La trasformazione dell'obbligo scolastico in diritto/dovere segna il passaggio da un impegno forte, preciso dello Stato sancito appunto dall'obbligo, ad un diritto che può anche essere disatteso.

Un doppio canale

Canalizzazione precoce e separazione netta, rigida tra istruzione e formazione professionale, da compiere a 12-13 anni.

Questa decisione riporta indietro di 40 anni il sistema scolastico italiano reintroducendo un'insostenibile selezione di classe nell'accesso all'istruzione.

Viene istituito il doppio canale formato dal sistema dei licei - artistico, classico, economico, linguistico, musicale, scientifico, tecnologico e delle scienze umane è gestito direttamente dal Ministero, di durata quinquennale che si concluderà con un esame di Stato e darà immediato accesso all'Università; il sistema dell'istruzione / formazione professionale gestita dalle Regioni di durata quadriennale, che non darà accesso immediato all'università, se non dopo aver frequentato un apposito corso annuale, realizzato in accordo con le università e dopo aver sostenuto un esame di Stato anche come privatista.

Scuola/lavoro

Alternanza scuola/lavoro è una delle tante oscenità contenute nella riforma.

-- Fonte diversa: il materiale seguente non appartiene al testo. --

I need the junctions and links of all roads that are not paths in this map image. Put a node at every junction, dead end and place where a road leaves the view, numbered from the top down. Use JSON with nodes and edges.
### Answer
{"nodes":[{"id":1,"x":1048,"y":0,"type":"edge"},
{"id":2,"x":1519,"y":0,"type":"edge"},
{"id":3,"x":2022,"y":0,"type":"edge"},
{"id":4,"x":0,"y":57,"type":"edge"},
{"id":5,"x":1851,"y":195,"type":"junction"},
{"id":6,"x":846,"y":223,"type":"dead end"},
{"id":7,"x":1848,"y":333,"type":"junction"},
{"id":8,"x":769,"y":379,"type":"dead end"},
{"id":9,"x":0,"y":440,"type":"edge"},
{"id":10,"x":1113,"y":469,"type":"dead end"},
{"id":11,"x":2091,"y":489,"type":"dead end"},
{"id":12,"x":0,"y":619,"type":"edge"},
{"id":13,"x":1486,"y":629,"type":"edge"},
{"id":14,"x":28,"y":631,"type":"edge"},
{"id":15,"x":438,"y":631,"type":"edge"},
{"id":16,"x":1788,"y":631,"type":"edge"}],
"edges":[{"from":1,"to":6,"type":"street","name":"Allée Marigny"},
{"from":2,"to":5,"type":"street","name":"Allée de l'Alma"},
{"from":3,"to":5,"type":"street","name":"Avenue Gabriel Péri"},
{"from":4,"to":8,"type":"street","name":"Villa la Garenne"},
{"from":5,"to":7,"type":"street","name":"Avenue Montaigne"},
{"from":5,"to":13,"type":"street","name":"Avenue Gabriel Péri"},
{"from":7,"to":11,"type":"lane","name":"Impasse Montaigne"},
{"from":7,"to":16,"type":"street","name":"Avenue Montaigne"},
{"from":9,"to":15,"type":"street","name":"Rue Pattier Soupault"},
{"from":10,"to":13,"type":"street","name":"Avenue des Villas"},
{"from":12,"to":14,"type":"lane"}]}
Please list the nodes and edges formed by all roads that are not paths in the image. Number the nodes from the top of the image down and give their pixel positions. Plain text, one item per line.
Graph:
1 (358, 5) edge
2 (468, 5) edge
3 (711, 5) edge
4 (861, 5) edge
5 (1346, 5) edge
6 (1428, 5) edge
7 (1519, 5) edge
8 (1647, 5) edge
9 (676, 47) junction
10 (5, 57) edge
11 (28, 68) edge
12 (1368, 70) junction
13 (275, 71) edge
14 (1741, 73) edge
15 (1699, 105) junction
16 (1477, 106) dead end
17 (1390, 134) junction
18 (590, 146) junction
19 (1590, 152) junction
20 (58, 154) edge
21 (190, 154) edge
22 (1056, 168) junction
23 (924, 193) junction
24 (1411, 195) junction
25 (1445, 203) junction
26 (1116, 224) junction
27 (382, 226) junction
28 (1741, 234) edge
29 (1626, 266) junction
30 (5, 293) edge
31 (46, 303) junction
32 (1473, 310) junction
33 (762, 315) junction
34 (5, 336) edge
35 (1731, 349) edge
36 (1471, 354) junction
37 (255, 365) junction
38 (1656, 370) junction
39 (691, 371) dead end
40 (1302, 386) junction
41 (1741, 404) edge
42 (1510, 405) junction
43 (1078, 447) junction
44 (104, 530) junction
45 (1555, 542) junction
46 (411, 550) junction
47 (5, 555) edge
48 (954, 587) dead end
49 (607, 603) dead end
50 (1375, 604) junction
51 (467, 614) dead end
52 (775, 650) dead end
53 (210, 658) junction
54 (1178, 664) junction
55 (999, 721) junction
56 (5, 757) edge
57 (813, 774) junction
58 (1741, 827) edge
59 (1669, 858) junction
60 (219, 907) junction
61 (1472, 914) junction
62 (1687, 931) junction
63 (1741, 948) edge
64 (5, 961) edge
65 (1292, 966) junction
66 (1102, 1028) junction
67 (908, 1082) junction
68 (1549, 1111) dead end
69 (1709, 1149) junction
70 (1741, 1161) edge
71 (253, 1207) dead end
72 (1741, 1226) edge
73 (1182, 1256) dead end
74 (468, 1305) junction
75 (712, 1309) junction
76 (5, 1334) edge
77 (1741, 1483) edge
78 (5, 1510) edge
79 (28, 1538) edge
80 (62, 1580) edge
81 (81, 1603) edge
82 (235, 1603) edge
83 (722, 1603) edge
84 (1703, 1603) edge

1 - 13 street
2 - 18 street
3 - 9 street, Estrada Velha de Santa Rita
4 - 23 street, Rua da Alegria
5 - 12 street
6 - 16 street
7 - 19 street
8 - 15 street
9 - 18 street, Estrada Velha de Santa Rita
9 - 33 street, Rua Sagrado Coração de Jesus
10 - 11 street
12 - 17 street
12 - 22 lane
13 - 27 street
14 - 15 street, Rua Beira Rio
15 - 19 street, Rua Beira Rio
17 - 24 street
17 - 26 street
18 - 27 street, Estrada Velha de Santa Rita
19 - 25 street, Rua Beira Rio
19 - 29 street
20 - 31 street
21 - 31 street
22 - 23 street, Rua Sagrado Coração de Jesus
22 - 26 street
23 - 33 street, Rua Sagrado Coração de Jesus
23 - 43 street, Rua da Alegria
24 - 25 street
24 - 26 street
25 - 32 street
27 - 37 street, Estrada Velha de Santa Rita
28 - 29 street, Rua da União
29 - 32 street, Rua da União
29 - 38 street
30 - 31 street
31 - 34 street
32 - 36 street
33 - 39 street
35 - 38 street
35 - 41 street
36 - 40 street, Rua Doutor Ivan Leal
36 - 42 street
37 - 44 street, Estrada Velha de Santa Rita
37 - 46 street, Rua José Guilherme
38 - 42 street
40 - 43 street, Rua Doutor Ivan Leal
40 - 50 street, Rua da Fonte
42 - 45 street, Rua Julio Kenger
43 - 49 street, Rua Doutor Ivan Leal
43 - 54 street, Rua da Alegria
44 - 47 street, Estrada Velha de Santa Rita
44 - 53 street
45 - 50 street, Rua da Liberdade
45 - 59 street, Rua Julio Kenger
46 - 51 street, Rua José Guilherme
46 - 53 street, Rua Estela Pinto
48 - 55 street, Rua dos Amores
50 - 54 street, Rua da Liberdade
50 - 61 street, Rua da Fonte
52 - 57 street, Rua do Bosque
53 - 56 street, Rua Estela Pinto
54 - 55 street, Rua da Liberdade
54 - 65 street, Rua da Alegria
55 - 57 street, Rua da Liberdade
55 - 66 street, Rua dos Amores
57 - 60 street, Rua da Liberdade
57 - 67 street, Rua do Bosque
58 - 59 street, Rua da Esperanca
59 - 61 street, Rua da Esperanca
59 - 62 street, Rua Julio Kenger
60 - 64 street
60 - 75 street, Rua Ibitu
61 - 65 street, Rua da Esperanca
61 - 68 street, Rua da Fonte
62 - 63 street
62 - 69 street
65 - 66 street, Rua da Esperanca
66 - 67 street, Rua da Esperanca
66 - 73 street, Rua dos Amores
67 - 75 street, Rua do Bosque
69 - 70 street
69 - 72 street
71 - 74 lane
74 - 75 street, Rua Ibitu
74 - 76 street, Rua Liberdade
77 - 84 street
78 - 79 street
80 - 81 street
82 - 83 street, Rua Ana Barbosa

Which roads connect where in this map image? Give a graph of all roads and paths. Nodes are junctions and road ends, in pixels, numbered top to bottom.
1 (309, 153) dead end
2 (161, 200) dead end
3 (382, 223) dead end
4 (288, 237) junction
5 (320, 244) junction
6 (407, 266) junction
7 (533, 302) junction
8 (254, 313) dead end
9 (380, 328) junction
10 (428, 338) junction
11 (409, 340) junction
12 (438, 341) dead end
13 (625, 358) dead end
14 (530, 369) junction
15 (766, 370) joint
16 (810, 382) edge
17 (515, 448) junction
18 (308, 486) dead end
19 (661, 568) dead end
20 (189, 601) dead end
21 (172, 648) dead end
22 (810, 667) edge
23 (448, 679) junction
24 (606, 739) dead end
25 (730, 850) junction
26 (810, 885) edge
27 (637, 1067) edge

Gli studenti dell’istruzione / formazione professionale dai 15 ai 18 anni possono realizzare parte del loro percorso formativo all'interno delle imprese.

Tale dispositivo abbassa di un anno (da 16 a 15 anni) il limite previsto dalla legge per il lavoro minorile, inoltre gli studenti/lavoratori presteranno il proprio lavoro gratuitamente, mentre le imprese che danno la disponibilità ad "accogliere" studenti in alternanza scuola/lavoro potranno accedere a finanziamenti statali.

Ciliegina sulla torta la contro-riforma Moratti individua l'impresa come luogo formativo.

Non più laica

La scuola non sarà più laica.

La legge della Moratti ha un forte carattere confessionale e religioso, segno evidente di una concezione di scuola e di società che non si pone il problema di educare all'interculturalità e alla multiculturalità.

Il secondo articolo del testo licenziato ieri dal Senato tra i criteri direttivi della riforma inserisce "la formazione spirituale degli studenti" assestando l'ennesimo colpo alla laicità dello Stato e della scuola."